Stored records
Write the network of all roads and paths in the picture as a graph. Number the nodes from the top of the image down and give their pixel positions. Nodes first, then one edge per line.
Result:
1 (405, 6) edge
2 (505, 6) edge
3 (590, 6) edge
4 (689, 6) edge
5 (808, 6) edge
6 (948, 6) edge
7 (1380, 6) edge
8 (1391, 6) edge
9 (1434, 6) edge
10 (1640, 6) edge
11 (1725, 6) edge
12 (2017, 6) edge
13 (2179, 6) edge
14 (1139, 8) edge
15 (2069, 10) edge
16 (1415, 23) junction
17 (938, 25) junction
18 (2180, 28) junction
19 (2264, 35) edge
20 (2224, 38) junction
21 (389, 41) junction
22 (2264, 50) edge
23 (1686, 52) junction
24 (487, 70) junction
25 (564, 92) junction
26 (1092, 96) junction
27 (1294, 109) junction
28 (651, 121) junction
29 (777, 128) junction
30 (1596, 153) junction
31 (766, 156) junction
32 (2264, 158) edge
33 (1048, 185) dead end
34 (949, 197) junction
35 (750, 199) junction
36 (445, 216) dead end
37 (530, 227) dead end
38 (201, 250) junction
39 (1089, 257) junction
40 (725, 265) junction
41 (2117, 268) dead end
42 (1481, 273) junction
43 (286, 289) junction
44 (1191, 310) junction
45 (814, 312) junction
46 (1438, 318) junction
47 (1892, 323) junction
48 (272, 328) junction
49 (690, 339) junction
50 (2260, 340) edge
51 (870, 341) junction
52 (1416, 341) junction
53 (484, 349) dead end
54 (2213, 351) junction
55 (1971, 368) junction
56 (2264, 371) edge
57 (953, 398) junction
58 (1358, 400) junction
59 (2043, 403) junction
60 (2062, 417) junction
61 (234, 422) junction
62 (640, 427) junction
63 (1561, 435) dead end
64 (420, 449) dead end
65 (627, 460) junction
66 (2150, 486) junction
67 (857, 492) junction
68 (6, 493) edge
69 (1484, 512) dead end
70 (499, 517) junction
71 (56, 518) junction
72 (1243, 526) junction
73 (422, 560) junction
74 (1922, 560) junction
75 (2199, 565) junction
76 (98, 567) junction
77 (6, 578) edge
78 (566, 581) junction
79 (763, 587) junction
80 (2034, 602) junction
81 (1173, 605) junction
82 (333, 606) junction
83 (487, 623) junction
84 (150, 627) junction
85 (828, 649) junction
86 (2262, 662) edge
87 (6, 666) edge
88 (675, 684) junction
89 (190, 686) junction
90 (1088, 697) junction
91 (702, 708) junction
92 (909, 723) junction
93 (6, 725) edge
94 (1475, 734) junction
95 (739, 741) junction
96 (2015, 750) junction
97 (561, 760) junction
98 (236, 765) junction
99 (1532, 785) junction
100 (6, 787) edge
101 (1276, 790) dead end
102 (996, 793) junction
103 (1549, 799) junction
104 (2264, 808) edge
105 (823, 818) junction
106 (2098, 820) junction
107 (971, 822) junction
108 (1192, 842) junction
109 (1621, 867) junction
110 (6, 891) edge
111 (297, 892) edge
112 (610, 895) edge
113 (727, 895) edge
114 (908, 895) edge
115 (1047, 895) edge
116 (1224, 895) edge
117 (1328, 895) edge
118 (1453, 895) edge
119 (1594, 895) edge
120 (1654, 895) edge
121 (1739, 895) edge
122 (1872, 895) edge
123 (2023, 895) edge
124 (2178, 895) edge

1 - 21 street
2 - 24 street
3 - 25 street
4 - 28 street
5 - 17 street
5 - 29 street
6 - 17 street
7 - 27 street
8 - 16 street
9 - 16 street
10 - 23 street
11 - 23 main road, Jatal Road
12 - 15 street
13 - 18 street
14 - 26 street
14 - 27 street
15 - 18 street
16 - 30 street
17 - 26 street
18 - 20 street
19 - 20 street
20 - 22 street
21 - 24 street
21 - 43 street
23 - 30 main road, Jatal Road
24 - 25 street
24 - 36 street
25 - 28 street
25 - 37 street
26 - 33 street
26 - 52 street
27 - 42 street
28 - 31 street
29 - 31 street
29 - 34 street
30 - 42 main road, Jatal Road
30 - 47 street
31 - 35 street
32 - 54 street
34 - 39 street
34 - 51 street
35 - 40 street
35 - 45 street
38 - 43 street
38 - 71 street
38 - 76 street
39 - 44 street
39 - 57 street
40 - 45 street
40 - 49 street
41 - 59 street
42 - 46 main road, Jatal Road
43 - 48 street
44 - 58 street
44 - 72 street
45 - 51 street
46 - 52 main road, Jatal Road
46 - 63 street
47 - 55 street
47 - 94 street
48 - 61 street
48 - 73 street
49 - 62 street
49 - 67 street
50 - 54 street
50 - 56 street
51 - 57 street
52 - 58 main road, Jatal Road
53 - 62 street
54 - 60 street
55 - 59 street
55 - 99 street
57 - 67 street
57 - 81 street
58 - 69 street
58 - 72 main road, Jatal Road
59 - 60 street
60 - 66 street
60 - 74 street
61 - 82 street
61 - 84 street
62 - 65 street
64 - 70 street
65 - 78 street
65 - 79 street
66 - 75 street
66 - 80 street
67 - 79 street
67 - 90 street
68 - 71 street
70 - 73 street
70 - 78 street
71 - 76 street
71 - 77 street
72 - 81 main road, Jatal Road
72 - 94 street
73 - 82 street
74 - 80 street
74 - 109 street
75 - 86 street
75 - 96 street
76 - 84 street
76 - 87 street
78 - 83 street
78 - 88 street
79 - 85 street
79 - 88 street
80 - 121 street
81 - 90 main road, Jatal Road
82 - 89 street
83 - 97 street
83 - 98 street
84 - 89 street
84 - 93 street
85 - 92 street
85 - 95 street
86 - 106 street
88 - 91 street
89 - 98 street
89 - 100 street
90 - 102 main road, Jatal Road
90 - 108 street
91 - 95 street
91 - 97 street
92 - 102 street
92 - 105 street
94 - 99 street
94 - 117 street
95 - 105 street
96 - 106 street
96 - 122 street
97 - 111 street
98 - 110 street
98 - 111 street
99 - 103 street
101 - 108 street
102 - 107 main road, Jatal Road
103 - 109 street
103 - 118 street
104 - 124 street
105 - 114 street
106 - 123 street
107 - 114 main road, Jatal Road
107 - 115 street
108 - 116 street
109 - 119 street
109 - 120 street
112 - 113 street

...

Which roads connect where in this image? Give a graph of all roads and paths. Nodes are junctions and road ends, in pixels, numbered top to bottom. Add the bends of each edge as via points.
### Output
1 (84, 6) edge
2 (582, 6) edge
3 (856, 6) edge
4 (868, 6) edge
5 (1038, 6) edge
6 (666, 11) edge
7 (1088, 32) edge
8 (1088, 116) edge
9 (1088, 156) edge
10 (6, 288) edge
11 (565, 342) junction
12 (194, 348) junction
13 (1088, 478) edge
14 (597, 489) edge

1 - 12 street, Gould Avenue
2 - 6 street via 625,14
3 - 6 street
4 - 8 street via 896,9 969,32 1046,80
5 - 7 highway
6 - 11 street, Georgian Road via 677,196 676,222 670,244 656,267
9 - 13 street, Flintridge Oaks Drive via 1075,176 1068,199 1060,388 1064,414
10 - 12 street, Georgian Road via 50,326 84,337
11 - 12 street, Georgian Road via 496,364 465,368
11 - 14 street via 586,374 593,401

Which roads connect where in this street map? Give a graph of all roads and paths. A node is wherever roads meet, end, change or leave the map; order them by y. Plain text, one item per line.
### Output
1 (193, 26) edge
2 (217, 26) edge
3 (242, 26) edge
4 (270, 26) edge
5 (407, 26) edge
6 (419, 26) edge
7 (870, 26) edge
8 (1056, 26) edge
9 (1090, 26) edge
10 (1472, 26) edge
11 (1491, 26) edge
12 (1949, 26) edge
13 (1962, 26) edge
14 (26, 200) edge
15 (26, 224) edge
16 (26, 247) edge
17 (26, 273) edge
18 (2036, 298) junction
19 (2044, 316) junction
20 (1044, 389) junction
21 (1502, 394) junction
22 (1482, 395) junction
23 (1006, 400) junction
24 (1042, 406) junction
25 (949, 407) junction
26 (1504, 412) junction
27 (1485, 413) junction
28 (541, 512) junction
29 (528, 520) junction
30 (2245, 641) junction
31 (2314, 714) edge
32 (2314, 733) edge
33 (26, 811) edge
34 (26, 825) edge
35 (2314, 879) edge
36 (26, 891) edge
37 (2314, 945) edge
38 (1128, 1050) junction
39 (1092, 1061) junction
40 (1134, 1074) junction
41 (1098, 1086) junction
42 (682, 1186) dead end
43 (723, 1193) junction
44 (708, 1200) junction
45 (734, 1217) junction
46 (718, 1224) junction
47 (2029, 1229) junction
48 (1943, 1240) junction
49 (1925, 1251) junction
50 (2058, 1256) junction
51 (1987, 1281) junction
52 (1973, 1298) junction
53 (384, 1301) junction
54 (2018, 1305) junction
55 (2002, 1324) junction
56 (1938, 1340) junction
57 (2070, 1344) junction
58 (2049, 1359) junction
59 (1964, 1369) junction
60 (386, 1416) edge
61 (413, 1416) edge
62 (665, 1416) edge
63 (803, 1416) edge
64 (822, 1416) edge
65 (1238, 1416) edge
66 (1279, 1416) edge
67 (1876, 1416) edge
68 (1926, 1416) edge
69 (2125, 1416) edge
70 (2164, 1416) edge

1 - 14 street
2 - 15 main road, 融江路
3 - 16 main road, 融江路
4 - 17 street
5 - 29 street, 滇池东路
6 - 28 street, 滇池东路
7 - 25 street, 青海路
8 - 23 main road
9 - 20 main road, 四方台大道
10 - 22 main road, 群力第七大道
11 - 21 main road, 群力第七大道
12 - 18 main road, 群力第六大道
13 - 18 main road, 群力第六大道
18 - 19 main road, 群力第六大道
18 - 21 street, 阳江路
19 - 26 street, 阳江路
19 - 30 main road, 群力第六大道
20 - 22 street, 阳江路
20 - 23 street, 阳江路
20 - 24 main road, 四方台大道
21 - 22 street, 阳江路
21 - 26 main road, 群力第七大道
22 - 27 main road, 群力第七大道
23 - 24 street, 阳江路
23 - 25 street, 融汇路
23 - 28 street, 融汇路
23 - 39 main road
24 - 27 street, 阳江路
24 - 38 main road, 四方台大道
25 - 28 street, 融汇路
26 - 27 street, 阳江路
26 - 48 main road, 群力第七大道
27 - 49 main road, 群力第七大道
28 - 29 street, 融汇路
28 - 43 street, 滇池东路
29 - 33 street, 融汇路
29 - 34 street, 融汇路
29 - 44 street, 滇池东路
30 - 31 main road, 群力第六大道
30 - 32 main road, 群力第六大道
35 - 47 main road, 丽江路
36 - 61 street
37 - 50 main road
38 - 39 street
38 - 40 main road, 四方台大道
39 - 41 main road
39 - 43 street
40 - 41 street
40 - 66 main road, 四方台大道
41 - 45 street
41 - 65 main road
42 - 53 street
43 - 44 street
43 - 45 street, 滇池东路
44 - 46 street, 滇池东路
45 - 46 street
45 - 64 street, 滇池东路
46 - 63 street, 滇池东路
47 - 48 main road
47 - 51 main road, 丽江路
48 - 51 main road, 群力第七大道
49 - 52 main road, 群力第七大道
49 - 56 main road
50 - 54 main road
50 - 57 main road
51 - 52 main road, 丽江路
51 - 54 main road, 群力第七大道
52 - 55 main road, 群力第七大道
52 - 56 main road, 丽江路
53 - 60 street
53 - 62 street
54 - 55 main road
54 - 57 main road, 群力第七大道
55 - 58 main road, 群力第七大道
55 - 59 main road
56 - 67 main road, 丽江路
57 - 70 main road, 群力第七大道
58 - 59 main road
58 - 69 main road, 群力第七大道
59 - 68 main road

...

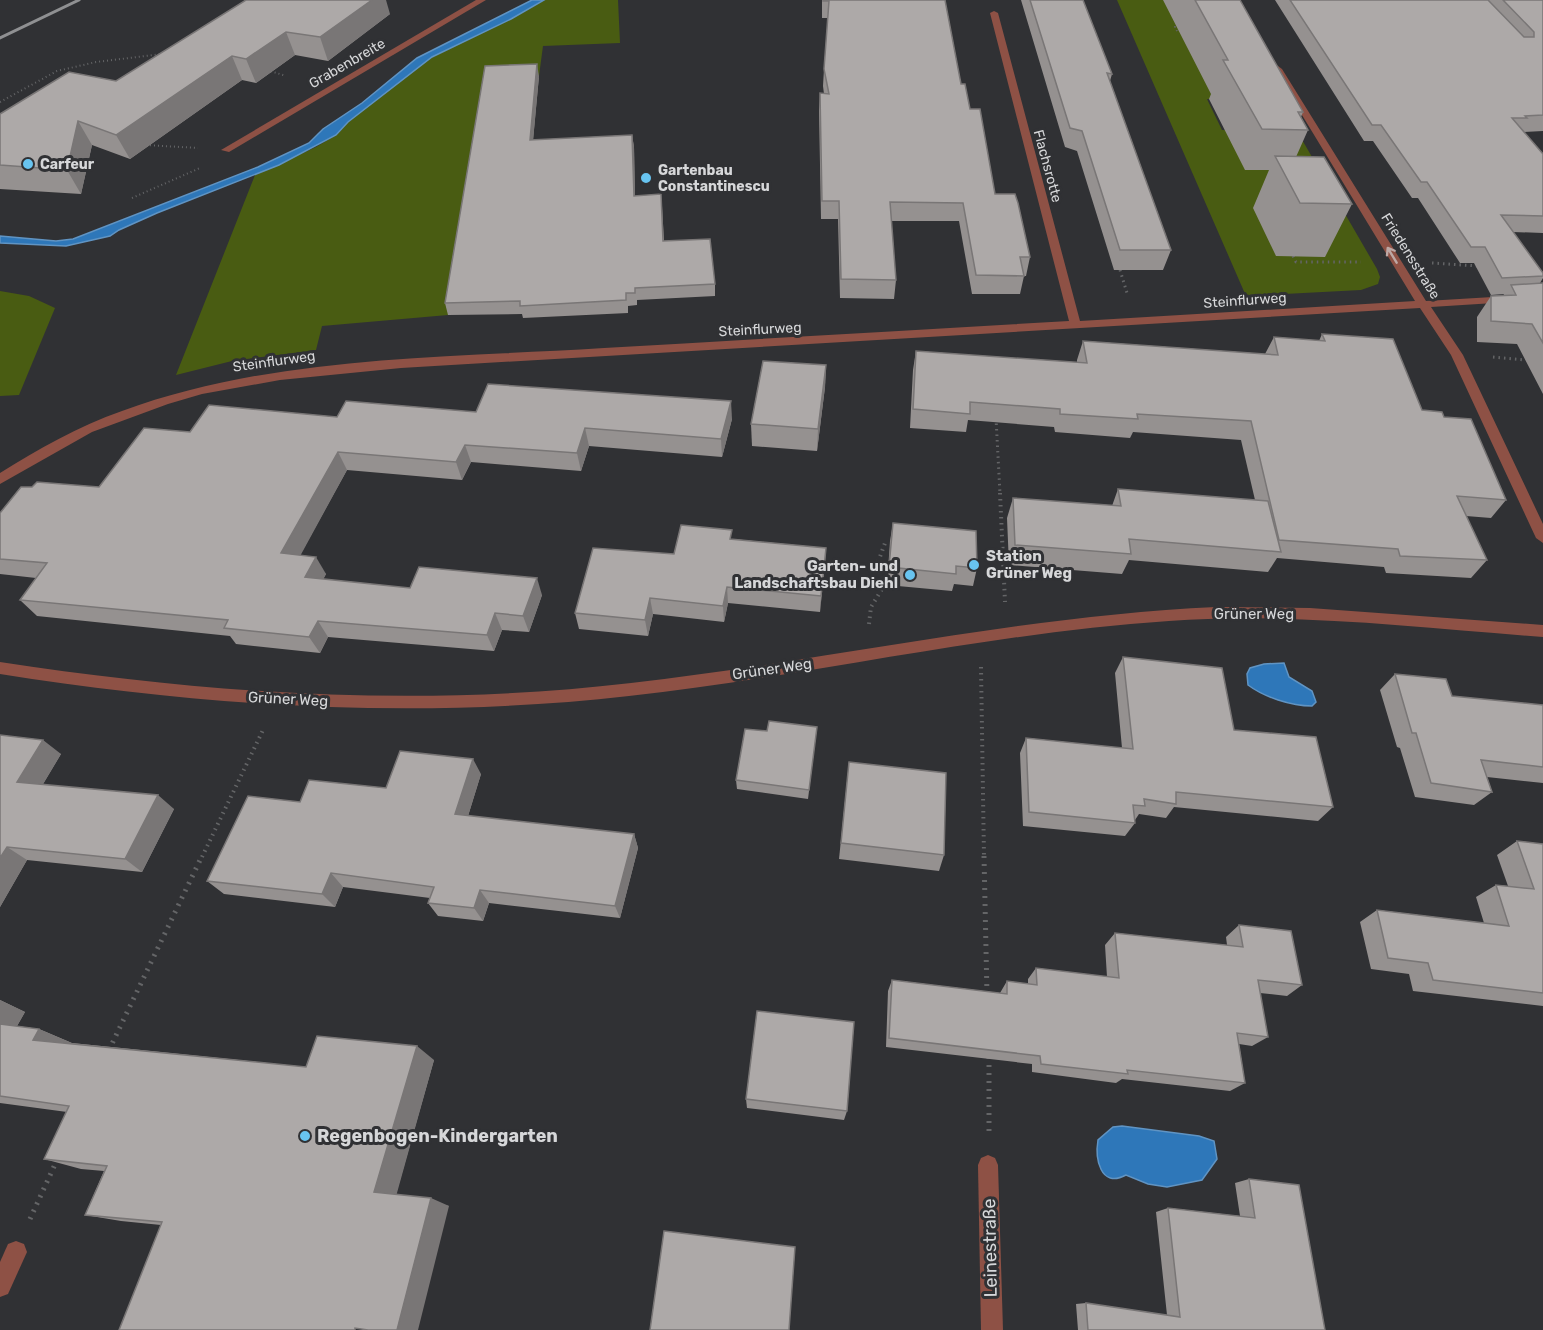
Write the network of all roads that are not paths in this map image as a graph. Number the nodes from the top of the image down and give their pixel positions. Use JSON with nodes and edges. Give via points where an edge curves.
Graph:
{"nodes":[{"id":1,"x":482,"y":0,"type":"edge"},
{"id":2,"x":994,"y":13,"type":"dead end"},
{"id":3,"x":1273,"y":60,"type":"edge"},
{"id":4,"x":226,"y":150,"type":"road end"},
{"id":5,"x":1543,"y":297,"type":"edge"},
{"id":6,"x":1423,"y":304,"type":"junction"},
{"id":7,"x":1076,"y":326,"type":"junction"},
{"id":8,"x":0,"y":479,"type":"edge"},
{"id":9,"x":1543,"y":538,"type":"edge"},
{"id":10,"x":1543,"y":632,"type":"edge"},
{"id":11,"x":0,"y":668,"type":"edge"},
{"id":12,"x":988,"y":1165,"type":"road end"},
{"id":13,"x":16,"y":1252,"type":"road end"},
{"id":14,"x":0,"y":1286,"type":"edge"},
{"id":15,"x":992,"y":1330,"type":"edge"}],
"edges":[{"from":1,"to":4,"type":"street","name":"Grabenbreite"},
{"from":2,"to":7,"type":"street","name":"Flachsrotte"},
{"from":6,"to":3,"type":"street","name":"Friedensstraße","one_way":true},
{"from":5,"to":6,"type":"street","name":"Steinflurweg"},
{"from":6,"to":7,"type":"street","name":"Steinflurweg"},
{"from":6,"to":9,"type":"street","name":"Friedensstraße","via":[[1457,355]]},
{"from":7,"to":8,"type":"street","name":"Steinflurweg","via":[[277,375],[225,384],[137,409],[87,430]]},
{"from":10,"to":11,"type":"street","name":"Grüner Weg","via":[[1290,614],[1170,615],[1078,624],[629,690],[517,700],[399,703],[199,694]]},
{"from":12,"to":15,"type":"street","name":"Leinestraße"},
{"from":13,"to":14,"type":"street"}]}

EXERCISE INSTRUCTIONS
From the records, copy out each line that includes the string "Write".

REPLY
Write the network of all roads and paths in the picture as a graph. Number the nodes from the top of the image down and give their pixel positions. Nodes first, then one edge per line.
Write the network of all roads that are not paths in this map image as a graph. Number the nodes from the top of the image down and give their pixel positions. Use JSON with nodes and edges. Give via points where an edge curves.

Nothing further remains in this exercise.